8. Training and experience

8.1  Procedures should only be provided if the medical practitioner has the appropriate training, expertise, and experience to perform the procedure and deal with all routine aspects of care and any likely complications. 

8.2  A medical practitioner who is changing their scope of practice to include cosmetic medical and surgical procedures is expected to undertake the necessary training before providing cosmetic medical and surgical procedures. 

9. Qualifications and titles

9.1  A medical practitioner must not make claims about their qualifications, experience or expertise that could mislead patients by implying the practitioner is more skilled or more experienced than is the case. To do so is a breach of the National Law (sections 117 – 119). 

10. Advertising and marketing

10.1  Advertising material, including practice and practitioner websites, must comply with the Board’s Guidelines for advertising of regulated health services, the current Therapeutic Goods Advertising (TGA) Code, any TGA guidance on advertising cosmetic injections and the advertising requirements of section 133 of the National Law. 
10.2  Advertising content and patient information material should not glamorise procedures, minimise the complexity of a procedure, overstate results or imply patients can achieve outcomes that are not realistic. 

11. Facilities

11.1  The Board expects that medical practitioners are familiar with relevant legislation, regulations and standards of the jurisdiction in relation to facilities where the procedure will be performed. 
11.2  Procedures should be performed in a facility that is appropriate for the level of risk involved in the procedure.

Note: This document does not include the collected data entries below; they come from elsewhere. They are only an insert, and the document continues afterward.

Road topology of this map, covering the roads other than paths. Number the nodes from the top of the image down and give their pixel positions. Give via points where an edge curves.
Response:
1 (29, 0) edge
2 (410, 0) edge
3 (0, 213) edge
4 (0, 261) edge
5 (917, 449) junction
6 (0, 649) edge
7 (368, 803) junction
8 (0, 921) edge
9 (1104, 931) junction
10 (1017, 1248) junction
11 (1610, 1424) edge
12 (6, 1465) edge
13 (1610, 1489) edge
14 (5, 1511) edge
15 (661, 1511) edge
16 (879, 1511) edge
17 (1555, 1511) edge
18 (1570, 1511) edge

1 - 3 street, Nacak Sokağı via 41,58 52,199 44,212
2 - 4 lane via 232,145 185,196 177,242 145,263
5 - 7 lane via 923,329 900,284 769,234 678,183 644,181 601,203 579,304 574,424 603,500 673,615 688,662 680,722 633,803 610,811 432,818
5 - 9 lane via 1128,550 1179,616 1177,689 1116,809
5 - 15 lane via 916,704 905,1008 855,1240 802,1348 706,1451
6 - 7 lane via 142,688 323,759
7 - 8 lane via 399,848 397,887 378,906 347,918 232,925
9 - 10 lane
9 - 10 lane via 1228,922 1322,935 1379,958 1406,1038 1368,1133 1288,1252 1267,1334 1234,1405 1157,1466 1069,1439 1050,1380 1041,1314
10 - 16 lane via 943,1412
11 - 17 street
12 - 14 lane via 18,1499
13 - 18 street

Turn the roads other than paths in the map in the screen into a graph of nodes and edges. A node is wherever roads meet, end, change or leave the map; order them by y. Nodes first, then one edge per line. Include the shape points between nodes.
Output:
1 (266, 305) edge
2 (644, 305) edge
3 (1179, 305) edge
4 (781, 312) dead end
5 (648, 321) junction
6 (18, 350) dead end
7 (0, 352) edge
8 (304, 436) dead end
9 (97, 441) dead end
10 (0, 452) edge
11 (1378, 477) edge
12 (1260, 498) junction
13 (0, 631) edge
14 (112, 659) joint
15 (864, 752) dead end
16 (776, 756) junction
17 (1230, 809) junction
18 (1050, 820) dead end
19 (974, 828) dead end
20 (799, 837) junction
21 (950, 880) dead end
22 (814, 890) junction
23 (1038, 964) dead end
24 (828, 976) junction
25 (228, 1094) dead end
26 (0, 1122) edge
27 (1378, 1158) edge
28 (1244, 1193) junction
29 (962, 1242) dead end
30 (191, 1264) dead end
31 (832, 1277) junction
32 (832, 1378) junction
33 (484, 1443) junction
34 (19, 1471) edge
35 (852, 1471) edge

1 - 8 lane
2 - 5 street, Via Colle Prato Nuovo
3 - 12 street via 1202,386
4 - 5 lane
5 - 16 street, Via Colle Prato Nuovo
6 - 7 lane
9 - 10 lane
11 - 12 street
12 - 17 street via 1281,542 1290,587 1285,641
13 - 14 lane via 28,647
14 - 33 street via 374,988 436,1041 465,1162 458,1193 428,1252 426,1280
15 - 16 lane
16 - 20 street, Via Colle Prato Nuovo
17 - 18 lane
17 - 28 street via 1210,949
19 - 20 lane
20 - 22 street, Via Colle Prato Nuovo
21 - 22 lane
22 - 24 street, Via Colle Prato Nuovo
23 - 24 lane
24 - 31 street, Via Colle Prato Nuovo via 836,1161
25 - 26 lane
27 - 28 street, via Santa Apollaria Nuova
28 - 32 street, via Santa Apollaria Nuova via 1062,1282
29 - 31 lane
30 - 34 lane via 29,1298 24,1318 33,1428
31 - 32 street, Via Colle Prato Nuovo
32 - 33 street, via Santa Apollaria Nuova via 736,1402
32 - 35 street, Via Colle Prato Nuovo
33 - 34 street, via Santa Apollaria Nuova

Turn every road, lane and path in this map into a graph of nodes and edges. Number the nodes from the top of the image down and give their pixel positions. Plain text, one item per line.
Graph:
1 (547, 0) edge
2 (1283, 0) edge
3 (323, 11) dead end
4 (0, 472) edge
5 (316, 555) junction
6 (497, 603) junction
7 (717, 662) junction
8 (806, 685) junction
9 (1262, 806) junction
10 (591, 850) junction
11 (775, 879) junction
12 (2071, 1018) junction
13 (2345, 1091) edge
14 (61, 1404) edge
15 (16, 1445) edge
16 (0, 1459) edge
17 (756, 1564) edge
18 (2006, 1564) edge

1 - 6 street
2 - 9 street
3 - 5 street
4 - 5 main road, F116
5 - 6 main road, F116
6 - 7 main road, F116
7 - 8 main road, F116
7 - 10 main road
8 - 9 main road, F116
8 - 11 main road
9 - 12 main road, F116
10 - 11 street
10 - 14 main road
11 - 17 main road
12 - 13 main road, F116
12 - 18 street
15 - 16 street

Facilities should be appropriately staffed and equipped to manage possible complications and emergencies. 

12. Financial arrangements

12.1  The patient must be provided with information in writing about the cost of the procedure which should include:
  • total cost
  • details of deposits required and payment dates
  • refund of deposits
  • payments for follow-up care
  • possible further costs for revision surgery or additional treatment, and
  • advising the patient that most cosmetic procedures are not covered by Medicare.
12.2  No deposit should be payable until after the cooling off period.
 
12.3  The medical practitioner should not provide or offer to provide financial inducements (e.g. a commission) to agents for recruitment of patients. 
12.4  The medical practitioner should not offer financing schemes to patients (other than credit card facilities), either directly or through a third party, such as loans or commercial payment plans, as part of the cosmetic medical or surgical services. 
12.5  Medical practitioners should not offer patients additional products or services that could act as an incentive to treatment (e.g. free or discounted flights or accommodation).
 
12.6  Medical practitioners should ensure that they do not have a financial conflict of interest that may influence the advice that they provide to their patients. 


4Referral to a general practitioner excludes referral to general practitioners who provide cosmetic procedures.

5Referral to a general practitioner excludes referral to general practitioners who provide cosmetic procedures.

The Board acknowledges the following organisations’ codes and guidelines, which informed the development of the Board’s guidelines:

  • Australian Health Ministers' Advisory Council’s Clinical, Technical and Ethical Principal Committee Inter-jurisdictional Cosmetic Surgery Working Group (2011) Supplementary guidelines for cosmetic medical and surgical procedures
  • Australian Society of Plastic Surgeons (2015) Code of practice
  • Medical Council of New South Wales (2008) Cosmetic surgery guidelines
  • Medical Council of New Zealand (2011) Statement on cosmetic procedures

Date of issue: 1 October 2016.

The Board will review these guidelines at least every three years.